Thanks for posting. Since PU method is not my favorite, but with this example makes easier to understand and follow the steps to solution. what a great example and hopefully able to solve PU problems during exam.

Melanie Parker says

What a great article! Per unit can be very intimidating, but I’m feeling confident after these examples. Thanks!

Rania Genidy says

Thank you for posting this Zach, you simplified the PU and going step by step with all the explanation made it very easy.
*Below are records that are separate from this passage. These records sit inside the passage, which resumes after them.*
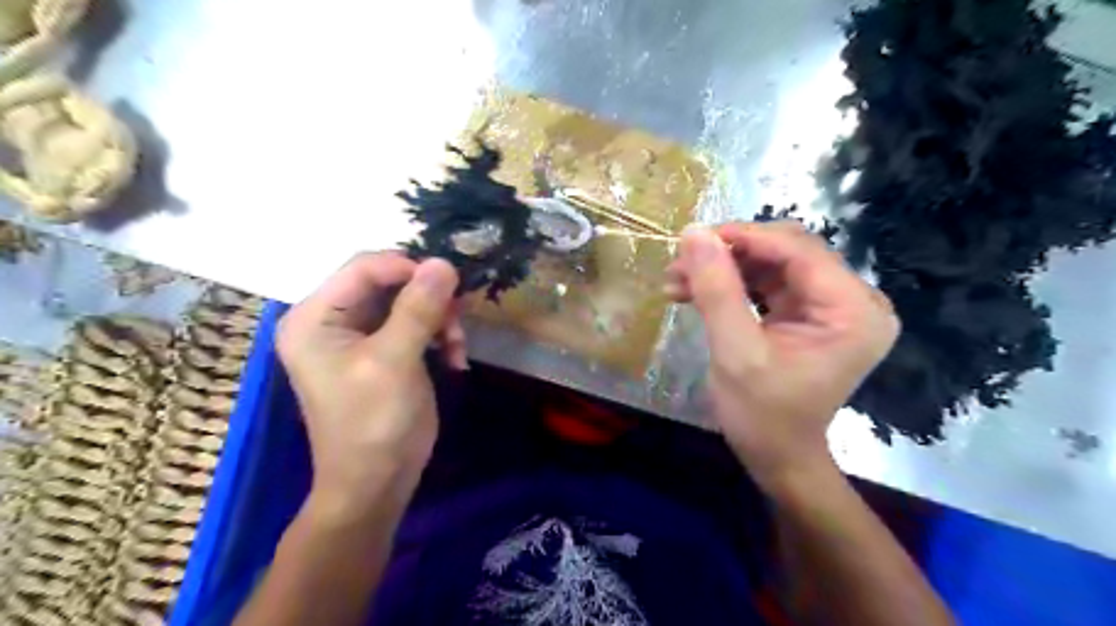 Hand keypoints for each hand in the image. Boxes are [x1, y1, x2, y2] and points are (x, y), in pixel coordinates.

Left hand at [282, 254, 466, 508]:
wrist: (376, 484)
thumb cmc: (373, 423)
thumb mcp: (395, 361)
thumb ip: (418, 309)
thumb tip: (443, 262)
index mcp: (314, 317)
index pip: (363, 268)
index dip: (409, 268)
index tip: (451, 284)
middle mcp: (331, 319)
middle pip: (388, 282)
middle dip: (428, 298)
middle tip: (458, 318)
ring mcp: (358, 336)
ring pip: (408, 301)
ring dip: (439, 318)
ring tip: (457, 347)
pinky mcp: (383, 350)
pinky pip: (415, 324)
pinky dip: (438, 335)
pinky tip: (454, 358)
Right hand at [669, 223, 896, 487]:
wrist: (777, 457)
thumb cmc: (762, 416)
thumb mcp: (735, 352)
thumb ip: (716, 290)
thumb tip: (694, 233)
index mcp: (853, 310)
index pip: (798, 250)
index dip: (744, 237)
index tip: (693, 238)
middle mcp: (852, 300)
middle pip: (785, 252)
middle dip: (729, 254)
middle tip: (680, 263)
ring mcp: (831, 306)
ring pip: (771, 264)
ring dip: (723, 269)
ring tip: (676, 281)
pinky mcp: (809, 313)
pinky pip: (767, 283)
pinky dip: (730, 285)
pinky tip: (693, 292) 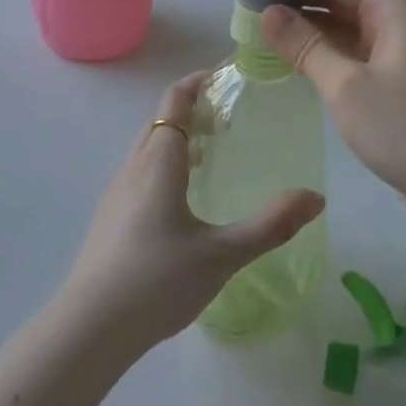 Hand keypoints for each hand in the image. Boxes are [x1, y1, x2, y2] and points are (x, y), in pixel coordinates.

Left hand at [59, 73, 324, 355]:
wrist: (90, 328)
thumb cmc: (158, 281)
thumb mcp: (222, 254)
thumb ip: (270, 225)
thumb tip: (315, 197)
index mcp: (159, 162)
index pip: (174, 102)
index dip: (195, 83)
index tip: (221, 78)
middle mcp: (133, 167)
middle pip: (159, 121)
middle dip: (188, 110)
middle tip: (224, 119)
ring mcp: (116, 193)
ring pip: (146, 148)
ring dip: (174, 139)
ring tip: (208, 158)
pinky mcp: (108, 219)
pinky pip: (138, 173)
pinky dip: (161, 165)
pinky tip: (179, 202)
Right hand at [262, 0, 405, 243]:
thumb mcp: (347, 85)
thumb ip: (305, 45)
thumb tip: (268, 11)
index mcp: (393, 9)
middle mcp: (397, 23)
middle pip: (339, 0)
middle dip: (297, 3)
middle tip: (246, 9)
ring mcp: (397, 55)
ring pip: (343, 30)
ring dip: (307, 32)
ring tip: (258, 32)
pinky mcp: (394, 84)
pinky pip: (352, 57)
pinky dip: (323, 56)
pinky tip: (290, 62) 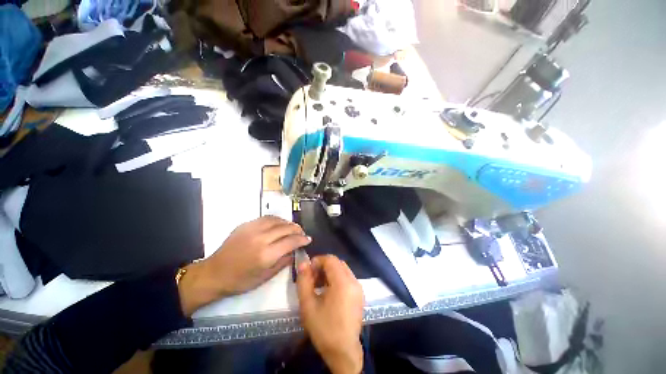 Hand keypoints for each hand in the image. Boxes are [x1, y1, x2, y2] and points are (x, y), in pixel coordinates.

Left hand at [179, 216, 310, 315]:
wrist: (214, 273)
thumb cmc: (240, 280)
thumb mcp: (265, 277)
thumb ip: (283, 262)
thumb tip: (295, 251)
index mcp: (266, 255)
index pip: (291, 241)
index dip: (302, 239)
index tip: (308, 239)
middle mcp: (261, 239)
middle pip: (286, 228)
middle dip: (297, 229)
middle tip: (302, 233)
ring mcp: (252, 229)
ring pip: (277, 220)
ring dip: (288, 223)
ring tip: (292, 228)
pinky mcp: (245, 225)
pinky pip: (266, 218)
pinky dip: (276, 220)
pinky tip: (279, 224)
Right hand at [297, 255, 364, 373]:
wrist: (343, 352)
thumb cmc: (324, 329)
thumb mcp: (308, 305)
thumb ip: (304, 281)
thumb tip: (303, 263)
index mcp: (343, 283)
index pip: (331, 259)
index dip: (318, 261)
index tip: (308, 271)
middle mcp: (354, 281)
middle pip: (337, 263)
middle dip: (323, 267)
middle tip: (312, 279)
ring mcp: (358, 287)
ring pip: (342, 269)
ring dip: (330, 272)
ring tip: (318, 285)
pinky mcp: (359, 294)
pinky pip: (347, 277)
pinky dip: (337, 278)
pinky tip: (328, 291)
I feel very confident that any question in Per unit will be a piece of cake. it could have not been described better. thanks again

Sam says

Very thoughtful and precise! Helped me to divulge my understanding of PU calculation, very detailed explanation so that I can easily follow.

Orlando says

This is just the beginning of what else ElectricalPEReview.com offers. Everything has been very helpful and help me understand PU analysis and much more. Thanks Zach!

Zach Stone, P.E. says

Thanks Orlando!

Jason says

Excellent article on per unit analysis. Between this article and your live webinar I feel much more confident solving per unit analysis problems.

Jeff Beer says

Hi Zach.

Once again, my course work in the Electrical PE Review has helped to clear up my confusion in problem solving. This time regarding the PU System performed on a complex transmission line consisting of two series transformers, step up and step down configurations. The solution for this problem was presented step by step in a smooth and coherent fashion. Specifically, the technique shown of drawing a vertical line below each transformer, separating out the base voltages and power, allowed me to see more clearly what information the problem had presented me and what information was left for me to solve. I will use the technique going forward both in the PE Exam and my own future circuit analysis. Thank you again!

Zach Stone, P.E. says

You are welcome, thank you Jeff!

Eklas Hossain says

Very helpful and complete discussion. I was always confused about the different bases, and struggled to pick one; but now it has become a whole lot clear. I specially like the discussion on the MVA method. Thank you for doing such a great job!

Will says

I really like how you’ve laid out this problem; though I can’t imagine a problem this long on the actual PE test. I’m following well up to the point where you simplify Ipu. That step could use some explanation. It might be good to add a step where you multiply by the complex conjugate and convert to polar notation to get the simplified answer for Ipu.

Thank You!

Zach Stone, P.E. says

Hi Will, thanks for the comment.

I agree that this is not a 6-minute problem that you’d likely expect on the actual PE exam.

However, you could definitely expect to see any number of quicker to solve but still challenging per unit problems that are designed to be explained and demonstrated by this single, more in-depth, example. It was a way for me to compact a series of helpful lessons for per unit analysis contained within a single article.

Do you mind pointing out which exact step you are referring to with simplifying Ipu? If you do, I’d be happy to expand on it in both the article and here in the comment section as an update.

Thanks!

Justin says

Toward the end of the article, you indicate your currents are off due to rounding when checking your currents in each section using the transformer voltage ratios. The error is actually due to using the incorrect current 2 base value in your current 2 calculation (you used 367.5A instead of 376.5A). This leads you to calculate I2 as 7.8A as opposed to 7.96A.

Very helpful, concise, easy to understand article on how per unit analysis works; greatly helped me. Thank you!

Zach Stone, P.E. says

Hi Justin,

you are absolutely correct! Great catch, that was bothering me for a long time when I made the article because it should have been identical. Thanks for taking the time to point this out, I went and corrected the values. I’m glad you enjoyed the article on per unit analysis.